Fascinating. Didn't we just have this thread bashing those "squeaky Looks", and praising the SPDs that "never have any issues, ever"?


----------



## Gregory Taylor (Mar 29, 2002)

Oxtox said:


> I've cured squeaky cleats with a spritz of Pledge...
> 
> doesn't leave any residue to pick up dirt.


Plus there is the lemony scent. That's why I'd do it.


----------



## tlg (May 11, 2011)

UrbanPrimitive said:


> Just had a thought. Maybe a quick wipe with White Lightning would do the trick. Wax based lube would avoid my concerns with collecting grime and would give a waterproof film that won't destroy my rug when I get home.


Can't hurt to try. But I doubt that White Lightening would hold up for more than one ride. 
That makes me wonder... what if you just took an candle and rubbed the wax onto the cleat. That might work pretty good.


----------



## tlg (May 11, 2011)

Pirx said:


> Fascinating. Didn't we just have this thread bashing those "squeaky Looks", and praising the SPDs that "never have any issues, ever"?


The people in that thread are talking about SPD-SL's. Not SPD's.


----------



## Gregory Taylor (Mar 29, 2002)

tlg said:


> That makes me wonder... what if you just took an candle and rubbed the wax onto the cleat. That might work pretty good.


That's a _great_ idea.

Beeswax!

Or, similar but different. a bar of soap. I've used a bar of Ivory Soap to quiet down stuff before.


----------



## UrbanPrimitive (Jun 14, 2009)

tlg said:


> . . . what if you just took an candle and rubbed the wax onto the cleat. That might work pretty good.

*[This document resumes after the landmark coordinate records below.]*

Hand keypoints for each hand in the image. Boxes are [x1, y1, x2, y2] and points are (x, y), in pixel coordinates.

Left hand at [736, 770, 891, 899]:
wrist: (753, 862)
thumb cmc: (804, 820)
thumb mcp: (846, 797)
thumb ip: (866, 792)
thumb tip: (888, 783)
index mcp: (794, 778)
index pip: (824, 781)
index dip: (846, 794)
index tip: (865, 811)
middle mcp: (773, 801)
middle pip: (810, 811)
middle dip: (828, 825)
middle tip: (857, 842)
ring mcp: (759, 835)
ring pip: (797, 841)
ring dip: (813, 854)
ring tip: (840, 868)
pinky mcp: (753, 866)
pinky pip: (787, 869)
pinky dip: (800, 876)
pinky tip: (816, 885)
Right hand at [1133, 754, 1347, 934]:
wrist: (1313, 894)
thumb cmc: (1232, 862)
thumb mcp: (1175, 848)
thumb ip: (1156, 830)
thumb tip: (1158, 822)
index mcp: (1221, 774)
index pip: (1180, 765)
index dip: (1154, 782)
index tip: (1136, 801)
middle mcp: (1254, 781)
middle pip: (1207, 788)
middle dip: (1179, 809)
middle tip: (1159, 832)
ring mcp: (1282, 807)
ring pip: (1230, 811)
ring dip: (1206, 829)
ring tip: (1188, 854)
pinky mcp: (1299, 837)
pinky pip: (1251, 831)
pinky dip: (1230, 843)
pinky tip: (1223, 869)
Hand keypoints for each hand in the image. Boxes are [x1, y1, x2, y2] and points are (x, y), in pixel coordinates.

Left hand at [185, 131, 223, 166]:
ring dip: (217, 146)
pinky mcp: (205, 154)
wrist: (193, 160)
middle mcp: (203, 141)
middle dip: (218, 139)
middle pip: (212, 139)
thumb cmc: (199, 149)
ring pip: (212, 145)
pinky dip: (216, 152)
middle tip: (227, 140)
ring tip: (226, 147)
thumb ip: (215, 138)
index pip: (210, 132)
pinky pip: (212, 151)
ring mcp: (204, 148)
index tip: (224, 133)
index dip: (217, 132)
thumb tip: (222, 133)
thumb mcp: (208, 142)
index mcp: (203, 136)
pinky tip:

Excellent idea. I'll grab a block of paraffin and try that out.


----------



## tlg (May 11, 2011)

tlg said:


> That makes me wonder... what if you just took an candle and rubbed the wax onto the cleat. That might work pretty good.


I suppose if you wanted to get kinky, you could light the candle and drip hot wax onto your cleats.


----------